[Stored items]
--------------------------------------------------

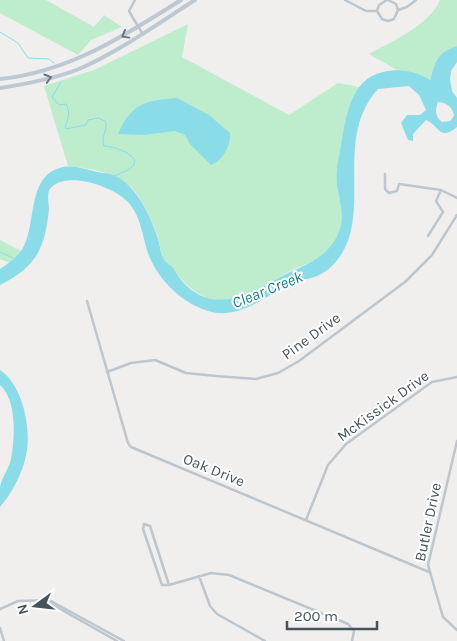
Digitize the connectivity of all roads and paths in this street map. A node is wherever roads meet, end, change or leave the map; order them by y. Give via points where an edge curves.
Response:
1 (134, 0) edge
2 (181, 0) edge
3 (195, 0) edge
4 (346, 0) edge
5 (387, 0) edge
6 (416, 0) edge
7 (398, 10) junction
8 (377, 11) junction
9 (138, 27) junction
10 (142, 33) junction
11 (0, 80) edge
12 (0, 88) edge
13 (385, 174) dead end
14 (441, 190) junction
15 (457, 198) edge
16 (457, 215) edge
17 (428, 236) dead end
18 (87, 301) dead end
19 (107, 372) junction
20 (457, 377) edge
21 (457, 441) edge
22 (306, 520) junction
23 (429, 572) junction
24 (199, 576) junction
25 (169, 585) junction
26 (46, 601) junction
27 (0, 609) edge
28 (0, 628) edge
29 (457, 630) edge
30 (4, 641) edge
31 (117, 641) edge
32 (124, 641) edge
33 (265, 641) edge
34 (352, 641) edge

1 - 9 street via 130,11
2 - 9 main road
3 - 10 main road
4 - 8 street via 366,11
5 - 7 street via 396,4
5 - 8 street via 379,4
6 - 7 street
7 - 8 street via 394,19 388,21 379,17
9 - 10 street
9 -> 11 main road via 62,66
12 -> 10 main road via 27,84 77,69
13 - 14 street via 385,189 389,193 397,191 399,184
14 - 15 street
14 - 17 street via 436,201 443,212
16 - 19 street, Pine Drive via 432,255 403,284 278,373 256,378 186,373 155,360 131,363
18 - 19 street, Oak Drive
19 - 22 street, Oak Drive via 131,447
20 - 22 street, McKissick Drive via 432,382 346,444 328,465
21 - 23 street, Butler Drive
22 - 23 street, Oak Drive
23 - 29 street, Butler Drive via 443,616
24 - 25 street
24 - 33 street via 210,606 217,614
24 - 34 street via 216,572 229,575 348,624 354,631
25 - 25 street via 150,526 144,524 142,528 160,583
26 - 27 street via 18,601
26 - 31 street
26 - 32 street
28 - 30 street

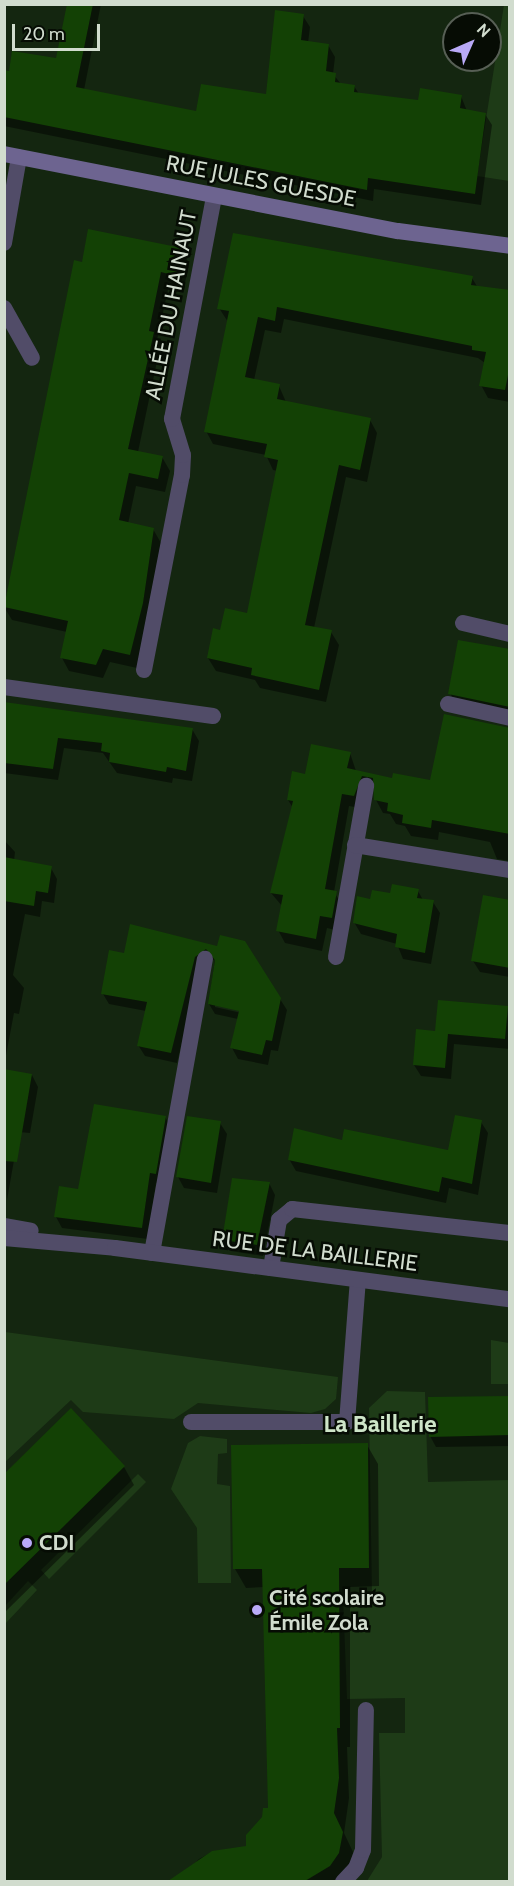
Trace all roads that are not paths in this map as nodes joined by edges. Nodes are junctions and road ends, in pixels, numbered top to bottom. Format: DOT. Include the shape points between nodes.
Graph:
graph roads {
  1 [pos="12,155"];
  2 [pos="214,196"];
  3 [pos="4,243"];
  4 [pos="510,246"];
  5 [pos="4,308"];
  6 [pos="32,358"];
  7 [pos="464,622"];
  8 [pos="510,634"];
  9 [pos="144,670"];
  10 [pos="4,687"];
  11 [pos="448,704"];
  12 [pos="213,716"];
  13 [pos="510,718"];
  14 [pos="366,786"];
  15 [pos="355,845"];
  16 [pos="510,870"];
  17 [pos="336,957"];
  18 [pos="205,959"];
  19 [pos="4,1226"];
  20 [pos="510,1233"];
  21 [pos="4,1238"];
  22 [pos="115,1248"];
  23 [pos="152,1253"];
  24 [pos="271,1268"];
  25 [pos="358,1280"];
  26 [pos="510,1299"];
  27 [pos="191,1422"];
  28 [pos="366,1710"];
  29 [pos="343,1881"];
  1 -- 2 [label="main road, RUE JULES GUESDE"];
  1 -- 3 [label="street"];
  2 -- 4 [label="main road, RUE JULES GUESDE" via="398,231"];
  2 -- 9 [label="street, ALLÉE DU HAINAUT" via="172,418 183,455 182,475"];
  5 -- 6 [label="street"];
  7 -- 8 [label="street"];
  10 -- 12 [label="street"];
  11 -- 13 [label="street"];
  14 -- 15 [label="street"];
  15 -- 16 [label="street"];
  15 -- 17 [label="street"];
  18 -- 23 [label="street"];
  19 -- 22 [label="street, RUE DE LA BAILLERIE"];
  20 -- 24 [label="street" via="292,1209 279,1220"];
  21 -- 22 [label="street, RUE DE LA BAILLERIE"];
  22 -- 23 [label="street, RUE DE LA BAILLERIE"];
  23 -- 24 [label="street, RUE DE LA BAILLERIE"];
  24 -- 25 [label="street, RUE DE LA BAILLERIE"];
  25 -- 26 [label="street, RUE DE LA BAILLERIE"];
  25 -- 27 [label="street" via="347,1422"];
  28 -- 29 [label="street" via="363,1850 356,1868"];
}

--------------------------------------------------

EXERCISE INSTRUCTIONS - Look through the entries above; copy every line holding the string "JULES".

REPLY -
  1 -- 2 [label="main road, RUE JULES GUESDE"];
  2 -- 4 [label="main road, RUE JULES GUESDE" via="398,231"];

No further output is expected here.